▶ [Aim of the task]: Extract each line of the records below that contains the word "North".

▶ [Records supplied]:
####################

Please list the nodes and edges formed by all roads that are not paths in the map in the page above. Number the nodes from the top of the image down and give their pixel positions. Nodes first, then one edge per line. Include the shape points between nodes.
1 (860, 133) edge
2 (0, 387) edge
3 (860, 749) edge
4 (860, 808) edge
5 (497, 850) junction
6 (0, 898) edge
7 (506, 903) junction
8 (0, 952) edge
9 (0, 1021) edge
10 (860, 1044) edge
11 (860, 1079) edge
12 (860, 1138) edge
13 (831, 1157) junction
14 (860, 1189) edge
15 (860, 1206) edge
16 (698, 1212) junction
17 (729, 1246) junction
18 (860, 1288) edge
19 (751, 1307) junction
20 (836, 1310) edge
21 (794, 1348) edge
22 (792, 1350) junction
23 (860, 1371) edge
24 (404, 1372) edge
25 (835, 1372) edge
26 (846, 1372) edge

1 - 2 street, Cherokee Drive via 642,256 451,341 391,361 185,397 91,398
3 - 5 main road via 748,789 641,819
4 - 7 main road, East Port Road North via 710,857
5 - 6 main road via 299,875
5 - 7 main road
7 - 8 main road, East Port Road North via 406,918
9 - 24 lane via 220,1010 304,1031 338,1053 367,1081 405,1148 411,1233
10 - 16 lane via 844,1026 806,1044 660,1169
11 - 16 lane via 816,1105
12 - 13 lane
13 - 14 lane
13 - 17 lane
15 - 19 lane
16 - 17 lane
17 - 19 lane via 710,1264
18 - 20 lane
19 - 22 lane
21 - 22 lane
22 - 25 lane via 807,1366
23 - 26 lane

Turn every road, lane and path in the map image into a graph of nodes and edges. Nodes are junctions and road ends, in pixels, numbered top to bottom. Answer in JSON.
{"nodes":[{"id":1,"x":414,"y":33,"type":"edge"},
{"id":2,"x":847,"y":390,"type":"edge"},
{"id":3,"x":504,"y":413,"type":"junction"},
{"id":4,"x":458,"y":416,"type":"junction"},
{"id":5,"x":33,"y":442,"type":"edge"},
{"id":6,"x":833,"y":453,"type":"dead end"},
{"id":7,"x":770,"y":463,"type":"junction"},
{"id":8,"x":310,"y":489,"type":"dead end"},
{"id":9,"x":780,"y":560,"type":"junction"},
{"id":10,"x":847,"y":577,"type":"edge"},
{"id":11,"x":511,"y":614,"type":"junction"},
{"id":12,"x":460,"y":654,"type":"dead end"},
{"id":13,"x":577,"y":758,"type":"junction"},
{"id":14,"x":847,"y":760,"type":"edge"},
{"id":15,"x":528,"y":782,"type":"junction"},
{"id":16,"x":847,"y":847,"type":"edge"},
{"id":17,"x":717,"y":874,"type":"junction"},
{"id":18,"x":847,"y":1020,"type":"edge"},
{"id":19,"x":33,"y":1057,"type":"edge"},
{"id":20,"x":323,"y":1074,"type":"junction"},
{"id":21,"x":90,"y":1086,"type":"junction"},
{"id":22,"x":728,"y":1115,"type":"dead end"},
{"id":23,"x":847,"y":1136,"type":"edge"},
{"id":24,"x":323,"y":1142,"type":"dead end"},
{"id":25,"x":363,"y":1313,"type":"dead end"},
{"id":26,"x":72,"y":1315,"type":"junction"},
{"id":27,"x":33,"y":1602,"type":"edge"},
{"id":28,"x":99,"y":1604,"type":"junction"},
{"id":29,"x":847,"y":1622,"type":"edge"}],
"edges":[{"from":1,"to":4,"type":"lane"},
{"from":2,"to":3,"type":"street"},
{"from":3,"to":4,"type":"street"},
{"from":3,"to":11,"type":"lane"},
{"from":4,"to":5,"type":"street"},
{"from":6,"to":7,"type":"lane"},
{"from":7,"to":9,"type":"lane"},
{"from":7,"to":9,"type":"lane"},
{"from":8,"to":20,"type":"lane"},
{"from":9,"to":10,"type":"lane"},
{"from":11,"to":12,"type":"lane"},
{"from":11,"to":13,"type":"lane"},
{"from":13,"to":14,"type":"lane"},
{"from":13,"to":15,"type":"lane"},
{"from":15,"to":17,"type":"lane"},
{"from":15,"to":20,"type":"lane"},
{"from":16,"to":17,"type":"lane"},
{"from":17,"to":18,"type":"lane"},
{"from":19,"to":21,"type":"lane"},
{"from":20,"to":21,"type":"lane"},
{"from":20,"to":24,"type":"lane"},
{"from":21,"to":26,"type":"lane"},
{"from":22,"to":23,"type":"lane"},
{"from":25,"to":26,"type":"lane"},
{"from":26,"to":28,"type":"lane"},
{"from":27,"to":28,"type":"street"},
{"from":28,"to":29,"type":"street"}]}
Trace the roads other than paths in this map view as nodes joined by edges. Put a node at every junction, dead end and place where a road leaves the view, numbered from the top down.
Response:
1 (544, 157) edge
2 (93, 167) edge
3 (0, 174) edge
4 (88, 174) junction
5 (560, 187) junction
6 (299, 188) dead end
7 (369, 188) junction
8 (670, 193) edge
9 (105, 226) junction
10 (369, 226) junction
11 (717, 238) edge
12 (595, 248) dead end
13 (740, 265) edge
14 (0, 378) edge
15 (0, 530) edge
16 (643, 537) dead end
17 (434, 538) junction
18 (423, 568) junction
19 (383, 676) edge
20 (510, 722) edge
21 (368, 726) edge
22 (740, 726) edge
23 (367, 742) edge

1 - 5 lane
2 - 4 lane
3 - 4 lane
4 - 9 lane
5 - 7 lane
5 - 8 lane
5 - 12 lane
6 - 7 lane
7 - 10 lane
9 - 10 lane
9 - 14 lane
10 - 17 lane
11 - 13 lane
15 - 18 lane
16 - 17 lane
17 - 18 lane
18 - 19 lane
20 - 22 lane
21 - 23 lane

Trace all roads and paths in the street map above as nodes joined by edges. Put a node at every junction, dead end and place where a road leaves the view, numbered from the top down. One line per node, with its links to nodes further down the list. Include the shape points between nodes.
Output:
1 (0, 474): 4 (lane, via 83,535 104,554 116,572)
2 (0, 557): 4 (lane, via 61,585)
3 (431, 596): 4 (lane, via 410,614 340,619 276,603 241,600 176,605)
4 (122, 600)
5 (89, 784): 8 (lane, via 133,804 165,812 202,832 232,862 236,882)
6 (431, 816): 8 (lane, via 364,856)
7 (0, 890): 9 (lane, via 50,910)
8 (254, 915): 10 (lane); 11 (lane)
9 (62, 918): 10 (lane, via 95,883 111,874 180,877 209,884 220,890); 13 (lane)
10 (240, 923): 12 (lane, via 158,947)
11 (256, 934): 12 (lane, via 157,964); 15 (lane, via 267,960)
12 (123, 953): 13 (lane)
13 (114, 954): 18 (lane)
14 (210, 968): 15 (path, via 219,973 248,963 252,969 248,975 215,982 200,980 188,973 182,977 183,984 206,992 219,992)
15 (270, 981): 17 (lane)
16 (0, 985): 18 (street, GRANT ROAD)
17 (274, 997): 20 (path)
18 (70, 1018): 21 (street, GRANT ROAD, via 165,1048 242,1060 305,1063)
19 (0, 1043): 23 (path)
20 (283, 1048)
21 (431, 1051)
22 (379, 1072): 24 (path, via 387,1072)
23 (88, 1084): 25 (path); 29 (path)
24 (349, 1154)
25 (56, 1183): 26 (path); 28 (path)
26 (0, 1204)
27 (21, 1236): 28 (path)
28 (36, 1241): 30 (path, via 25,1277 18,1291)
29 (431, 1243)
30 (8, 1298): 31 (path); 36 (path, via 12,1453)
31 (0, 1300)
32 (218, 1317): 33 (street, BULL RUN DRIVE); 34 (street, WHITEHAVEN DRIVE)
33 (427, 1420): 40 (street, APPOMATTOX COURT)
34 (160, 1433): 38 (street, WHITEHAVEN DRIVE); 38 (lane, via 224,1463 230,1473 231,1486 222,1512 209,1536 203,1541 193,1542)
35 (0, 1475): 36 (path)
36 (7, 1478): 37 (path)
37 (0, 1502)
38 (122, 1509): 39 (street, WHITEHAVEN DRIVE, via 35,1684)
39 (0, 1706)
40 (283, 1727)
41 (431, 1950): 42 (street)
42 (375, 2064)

####################

▶ [Task answer]:
4 - 7 main road, East Port Road North via 710,857
7 - 8 main road, East Port Road North via 406,918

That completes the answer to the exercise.